La Repubblica, 2 febbraio 2015 (m.p.r.)
Sergio Mattarella e Matteo Renzi. I due Presidenti. Formano una strana coppia, tanto sono diversi e lontani. Anche se, fra i due, c’è un filo politico e culturale comune. Mattarella è stato e resta un democristiano - di sinistra. Uno di quelli che si definiscono - e vengono definiti - cattolici democratici. Renzi, invece, è post-democristiano. Interpreta un modello di (post) democrazia personalizzata e mediatizzata. Dove i partiti contano meno perché, in fondo, si sono liquefatti. Per questo l’elezione di Mattarella permette di precisare il tipo di leadership e di democrazia interpretati da Renzi. Leader dei tempi liquidi, al tempo della democrazia liquida. Secondo la nota formula di Zygmunt Bauman. Cioè: senza appigli stabili e senza riferimenti coerenti. In continua evoluzione e ri-definizione. Renzi ne ha fatto un ambiente amico. Dove agisce e decide, perlopiù, da solo.
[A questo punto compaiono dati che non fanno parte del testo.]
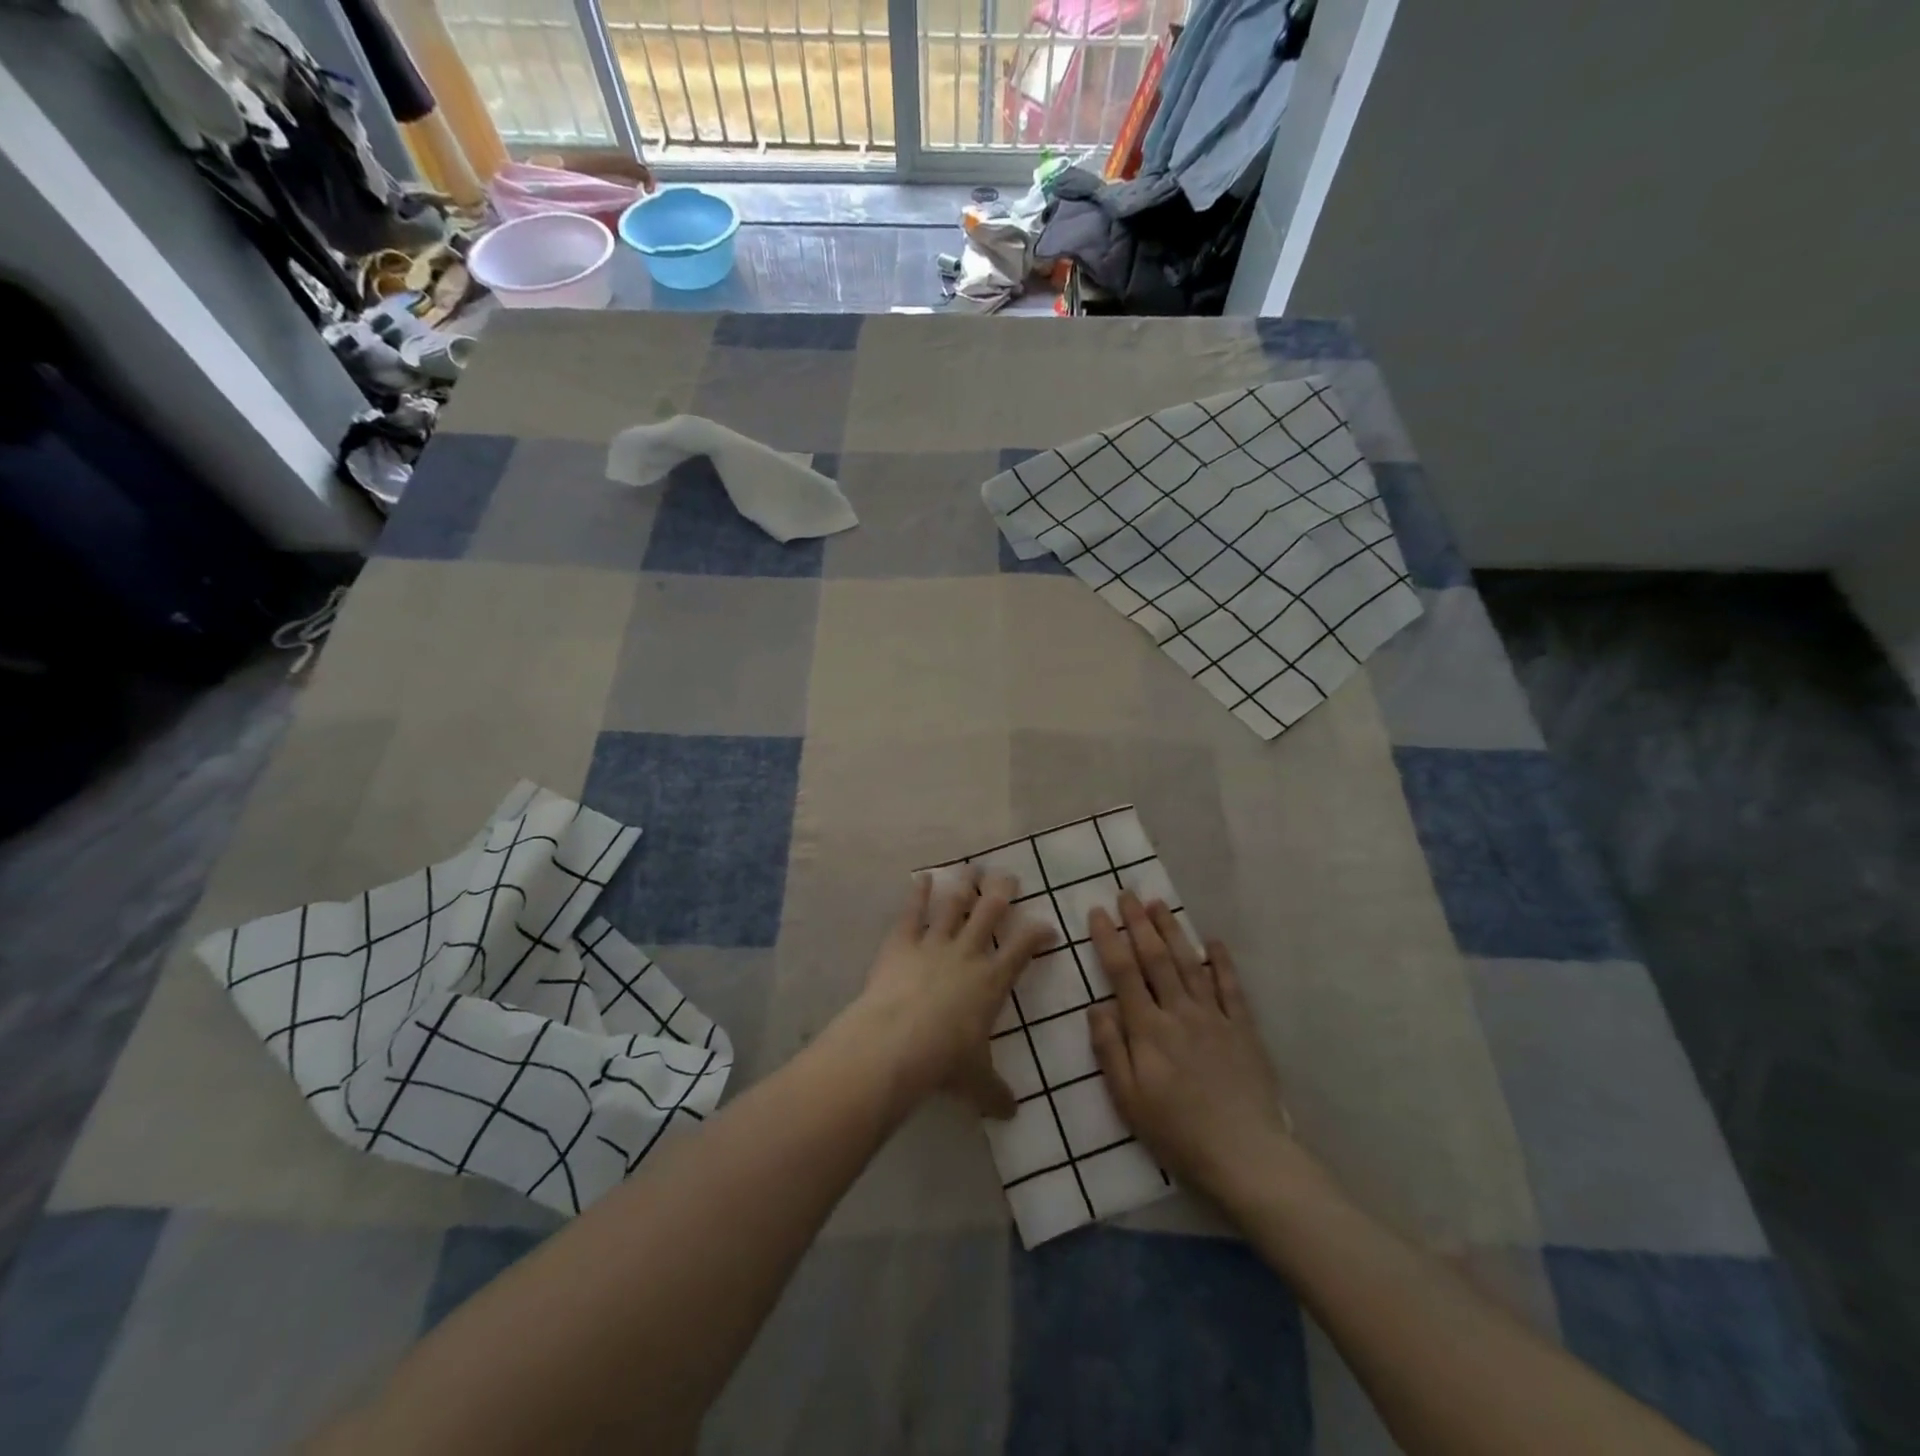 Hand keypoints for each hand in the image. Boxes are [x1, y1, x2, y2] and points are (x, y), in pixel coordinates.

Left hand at [842, 866, 1055, 1117]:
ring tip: (972, 867)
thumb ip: (995, 1093)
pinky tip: (922, 877)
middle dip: (1002, 891)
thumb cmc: (945, 1061)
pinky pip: (912, 912)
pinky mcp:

Il confronto con la precedente elezione presidenziale, nell’aprile 2013, risulta, al proposito, esemplare. Allora, le elezioni politiche avevano fatto emergere un Parlamento diviso in tre grandi minoranze politiche. In-comunicanti e divise anche al loro interno. Pd, Pdl e M5s. L’elezione del Presidente ne ha fornito una prova decisiva. Ha, infatti, dimostrato che si era alla fine di una stagione infinita. Il Berlusconismo. Una storia chiusa, ancora nel 2011. Senza che ancora se ne fosse preso atto. Riproponendo gli stessi riti e le stesse procedure. Come se il mondo fosse lo stesso di prima. Diviso in due. Pro oppure contro. Berlusconi. Come non fosse avvenuta l’irruzione del M5s. Veicolo della frattura fra società, politica e istituzioni. Così è stata bruciata la candidatura di Franco Marini, ex leader della Cisl e della Sinistra Dc. Ma, soprattutto, si è consumata la candidatura di Romano Prodi. Padre dell’Ulivo e del Pd. In aula. Per mano dei franchi tiratori del Pd. Molti più dei 101 di cui si è parlato. In questo modo è finita la finzione. Che si potesse continuare come prima. Con le stesse logiche di “partito”. Quando i partiti erano finiti, insieme ai loro riferimenti. Crollati, insieme al muro di Arcore. La “proroga” di Napolitano al Colle segna questo passaggio incompiuto. Perché è una nondecisione . In attesa di tempi diversi. Leader diversi.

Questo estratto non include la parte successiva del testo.